Discurso durante a Sessão Deliberativa Ordinária, no Senado Federal

Considerações sobre a fusão das companhias aéreas Varig e TAM.

Autor
Papaléo Paes (PMDB - Movimento Democrático Brasileiro/AP)
Nome completo: João Bosco Papaléo Paes
Casa
Senado Federal
Tipo
Discurso
Resumo por assunto
POLITICA DE TRANSPORTES.:
  • Considerações sobre a fusão das companhias aéreas Varig e TAM.
Publicação
Publicação no DSF de 05/03/2004 - Página 5673
Assunto
Outros > POLITICA DE TRANSPORTES.
Indexação
  • COMENTARIO, CRISE, AVIAÇÃO CIVIL, BRASIL, RECESSÃO, ECONOMIA NACIONAL, QUESTIONAMENTO, FUSÃO, VIAÇÃO AEREA RIO GRANDENSE S/A (VARIG), EMPRESA DE TRANSPORTE AEREO, EFEITO, DESEMPREGO, FALENCIA, PREVIDENCIA COMPLEMENTAR, GASTOS PUBLICOS.
  • APOIO, PROPOSTA, ASSOCIAÇÃO DE CLASSE, PILOTO CIVIL, VIAÇÃO AEREA RIO GRANDENSE S/A (VARIG), PLANO, AMPLIAÇÃO, REESTRUTURAÇÃO, MANUTENÇÃO, PRESTIGIO, EMPRESA DE TRANSPORTE AEREO, EMPREGO, APOSENTADORIA.

O SR. PAPALÉO PAES (PMDB - AP. Pronuncia o seguinte discurso.) - Sr. Presidente, Srªs e Srs. Senadores, já faz algum tempo que a questão da fusão entre as companhias Viação Aérea Rio-Grandense (Varig) e TAM Linhas Aéreas S.A. ocupa espaços importantes na mídia nacional.

Todos os que acompanham esse noticiário sabem perfeitamente que se trata de assunto polêmico, porque envolve interesses de ordem política, econômica, financeira, empresarial e social. No dia 10 de fevereiro passado, vislumbramos indícios concretos de um acordo que nasce na idéia de se criar uma empresa que pouco a pouco possa substituir o sistema code sharing, conforme informação de Thompson Andrade, do Conselho Administrativo de Defesa Econômica (Cade).

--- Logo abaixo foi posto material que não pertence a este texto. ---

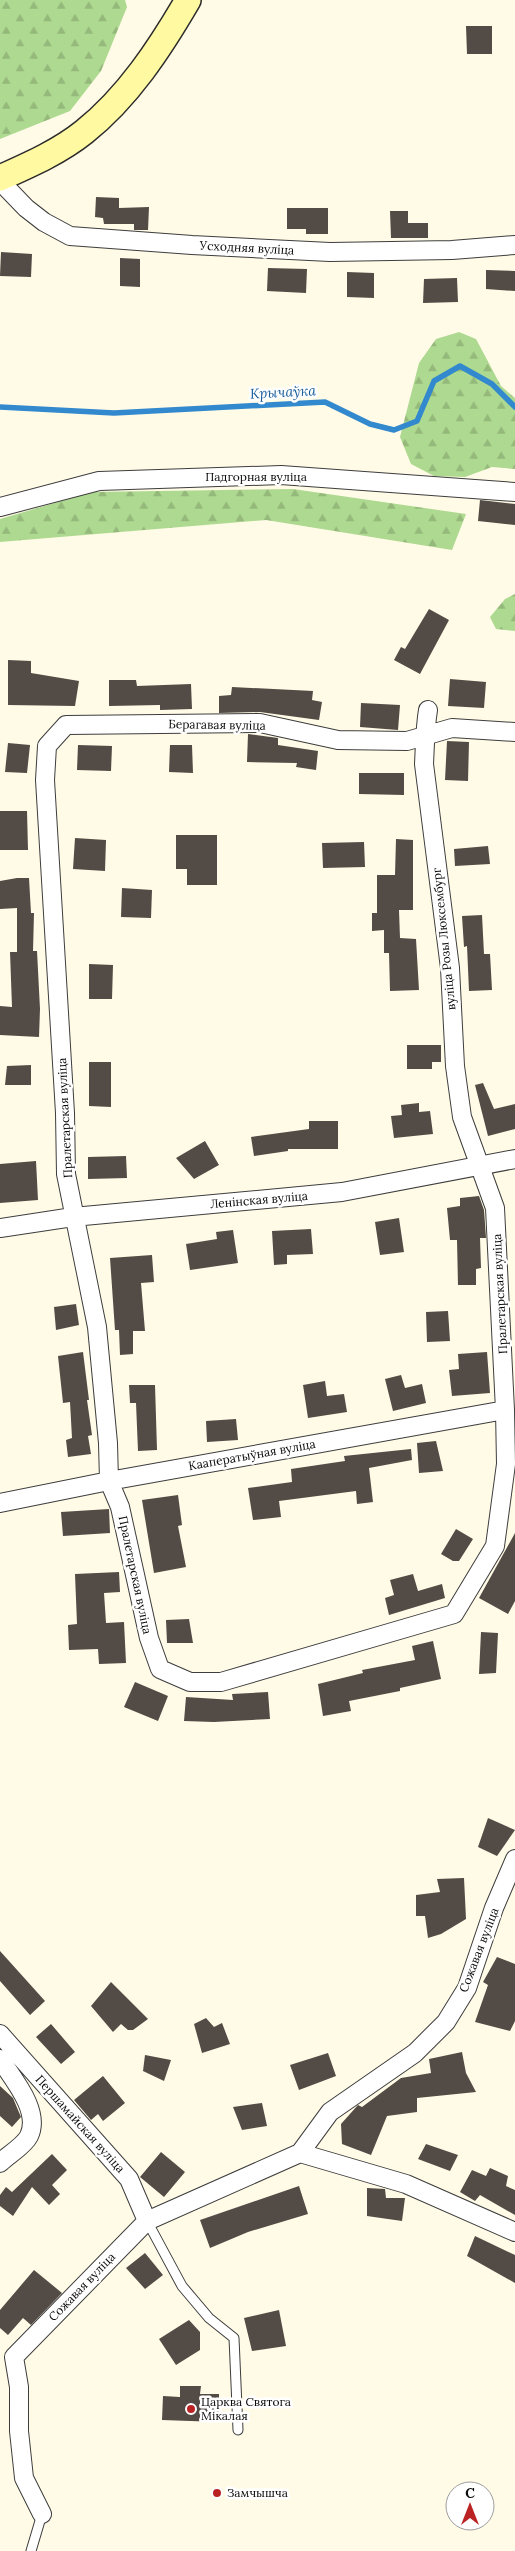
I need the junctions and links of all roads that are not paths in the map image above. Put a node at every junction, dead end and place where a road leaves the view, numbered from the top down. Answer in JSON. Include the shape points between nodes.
{"nodes":[{"id":1,"x":188,"y":0,"type":"edge"},
{"id":2,"x":0,"y":179,"type":"edge"},
{"id":3,"x":515,"y":245,"type":"edge"},
{"id":4,"x":515,"y":492,"type":"edge"},
{"id":5,"x":0,"y":507,"type":"edge"},
{"id":6,"x":428,"y":710,"type":"dead end"},
{"id":7,"x":66,"y":725,"type":"joint"},
{"id":8,"x":515,"y":732,"type":"edge"},
{"id":9,"x":425,"y":736,"type":"junction"},
{"id":10,"x":515,"y":1159,"type":"edge"},
{"id":11,"x":479,"y":1167,"type":"junction"},
{"id":12,"x":74,"y":1217,"type":"junction"},
{"id":13,"x":0,"y":1228,"type":"edge"},
{"id":14,"x":506,"y":1410,"type":"junction"},
{"id":15,"x":109,"y":1481,"type":"junction"},
{"id":16,"x":0,"y":1503,"type":"edge"},
{"id":17,"x":515,"y":1859,"type":"edge"},
{"id":18,"x":0,"y":2034,"type":"edge"},
{"id":19,"x":0,"y":2059,"type":"edge"},
{"id":20,"x":300,"y":2154,"type":"junction"},
{"id":21,"x":0,"y":2163,"type":"edge"},
{"id":22,"x":147,"y":2221,"type":"junction"},
{"id":23,"x":515,"y":2232,"type":"edge"},
{"id":24,"x":238,"y":2430,"type":"dead end"},
{"id":25,"x":42,"y":2514,"type":"joint"},
{"id":26,"x":30,"y":2551,"type":"edge"}],
"edges":[{"from":1,"to":2,"type":"main road","via":[[128,90],[90,126],[42,159]]},
{"from":2,"to":3,"type":"street","name":"Усходняя вуліца","via":[[26,208],[70,236],[330,252],[452,250]]},
{"from":4,"to":5,"type":"street","name":"Падгорная вуліца","via":[[272,475],[99,481]]},
{"from":6,"to":9,"type":"street","name":"вуліца Розы Люксембург"},
{"from":7,"to":9,"type":"street","name":"Берагавая вуліца","via":[[260,723],[338,740],[406,741]]},
{"from":7,"to":12,"type":"street","name":"Пралетарская вуліца","via":[[47,746],[45,780],[66,1174]]},
{"from":8,"to":9,"type":"street","name":"Берагавая вуліца","via":[[452,728]]},
{"from":9,"to":11,"type":"street","name":"вуліца Розы Люксембург","via":[[424,764],[450,968],[455,1066],[462,1117]]},
{"from":10,"to":11,"type":"street","name":"Ленінская вуліца"},
{"from":11,"to":12,"type":"street","name":"Ленінская вуліца","via":[[342,1192]]},
{"from":11,"to":14,"type":"street","name":"Пралетарская вуліца","via":[[495,1208]]},
{"from":12,"to":13,"type":"street","name":"Ленінская вуліца"},
{"from":12,"to":15,"type":"street","name":"Пралетарская вуліца","via":[[97,1327]]},
{"from":14,"to":15,"type":"street","name":"Кааператыўная вуліца"},
{"from":14,"to":15,"type":"street","name":"Пралетарская вуліца","via":[[506,1464],[495,1546],[454,1614],[221,1682],[190,1682],[160,1669],[149,1638],[120,1507]]},
{"from":15,"to":16,"type":"street","name":"Кааператыўная вуліца"},
{"from":17,"to":20,"type":"street","name":"Сожавая вуліца","via":[[494,1908],[467,1988],[446,2022],[415,2052],[330,2112]]},
{"from":18,"to":22,"type":"street","name":"Першамайская вуліца","via":[[129,2179]]},
{"from":19,"to":21,"type":"street","via":[[28,2101],[31,2123],[29,2137]]},
{"from":20,"to":22,"type":"street","name":"Сожавая вуліца"},
{"from":20,"to":23,"type":"street","via":[[406,2184]]},
{"from":22,"to":24,"type":"lane","via":[[182,2286],[209,2318],[234,2338]]},
{"from":22,"to":25,"type":"street","name":"Сожавая вуліца","via":[[14,2356],[24,2478]]},
{"from":25,"to":26,"type":"lane"}]}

Esperamos que as negociações atendam de maneira justa as partes envolvidas. Sabemos, extra-oficialmente, que o Governo acenou com a possibilidade de recursos do BNDES se a fusão se concretizasse. Entretanto, um dos setores mais preocupados com a fusão é a Associação dos Pilotos da Varig (Apvar). Para ela, a idéia da fusão é totalmente equivocada desde o início, porque simplesmente liquida com 77 anos de história da companhia que elevou, em toda a sua trajetória, o nome do Brasil no disputado universo da aviação civil mundial.

Em segundo lugar, alega a associação, a fusão causaria inevitavelmente a falência de centenas de empresas que prestam serviços à Varig e, o que é mais grave ainda, provocaria a demissão em cascata de milhares de funcionários especializados em um momento em que o País ainda sente as conseqüências da recessão, com elevada taxa de desemprego.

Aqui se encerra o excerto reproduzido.